(Record set Opens)

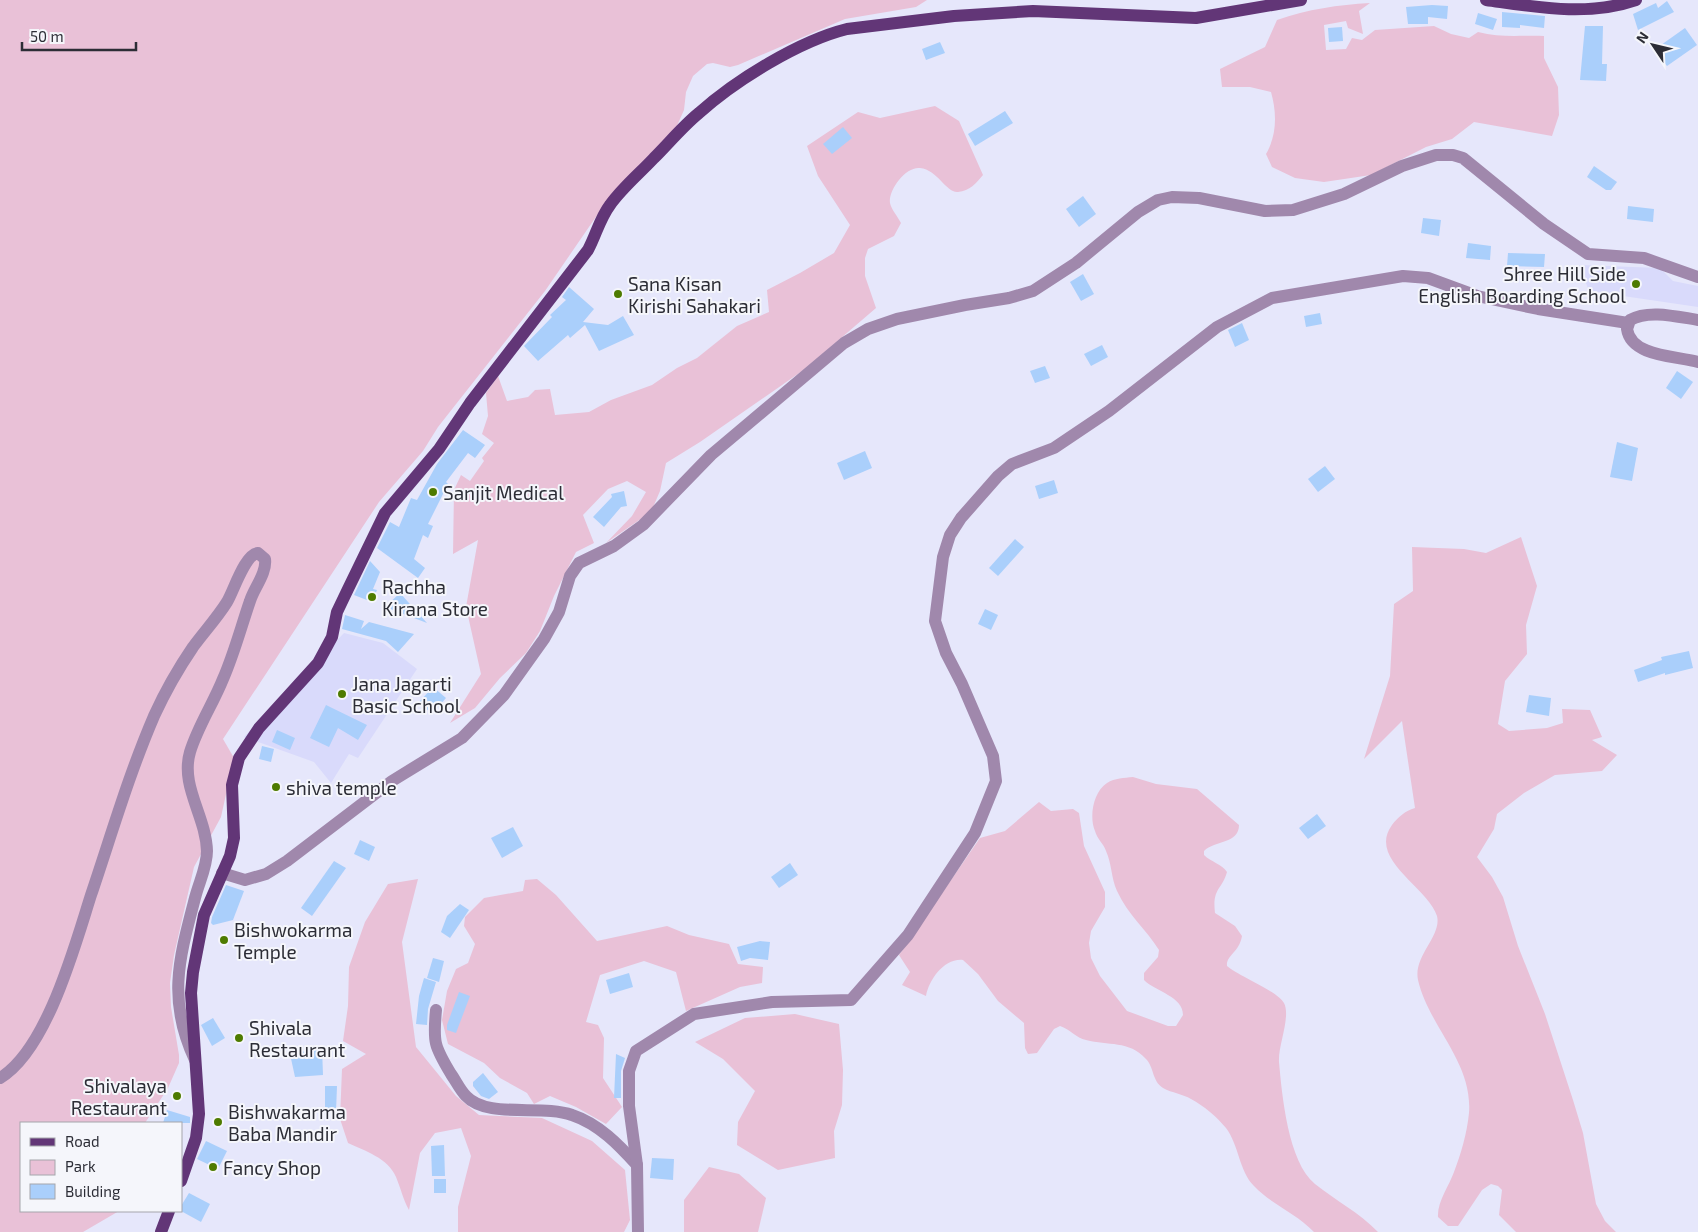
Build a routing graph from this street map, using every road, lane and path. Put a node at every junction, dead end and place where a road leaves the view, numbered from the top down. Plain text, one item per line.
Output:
1 (1301, 0) edge
2 (1486, 0) edge
3 (1636, 0) edge
4 (1565, 5) edge
5 (1698, 277) edge
6 (1698, 320) edge
7 (1628, 322) junction
8 (1698, 362) edge
9 (222, 873) junction
10 (436, 1010) dead end
11 (196, 1062) junction
12 (0, 1078) edge
13 (637, 1165) junction
14 (182, 1178) edge
15 (169, 1212) edge
16 (161, 1232) edge
17 (638, 1232) edge

1 - 9 main road
2 - 4 main road
3 - 4 main road
5 - 9 street
6 - 7 street
7 - 8 street
7 - 13 street
9 - 11 main road
10 - 13 street
11 - 12 street
11 - 14 main road
13 - 17 street
15 - 16 main road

(Record set Closes)

** Your goal **
Restate the entries verbatim, without pictures.

** Result for this exercise **
Build a routing graph from this street map, using every road, lane and path. Put a node at every junction, dead end and place where a road leaves the view, numbered from the top down. Plain text, one item per line.
Output:
1 (1301, 0) edge
2 (1486, 0) edge
3 (1636, 0) edge
4 (1565, 5) edge
5 (1698, 277) edge
6 (1698, 320) edge
7 (1628, 322) junction
8 (1698, 362) edge
9 (222, 873) junction
10 (436, 1010) dead end
11 (196, 1062) junction
12 (0, 1078) edge
13 (637, 1165) junction
14 (182, 1178) edge
15 (169, 1212) edge
16 (161, 1232) edge
17 (638, 1232) edge

1 - 9 main road
2 - 4 main road
3 - 4 main road
5 - 9 street
6 - 7 street
7 - 8 street
7 - 13 street
9 - 11 main road
10 - 13 street
11 - 12 street
11 - 14 main road
13 - 17 street
15 - 16 main road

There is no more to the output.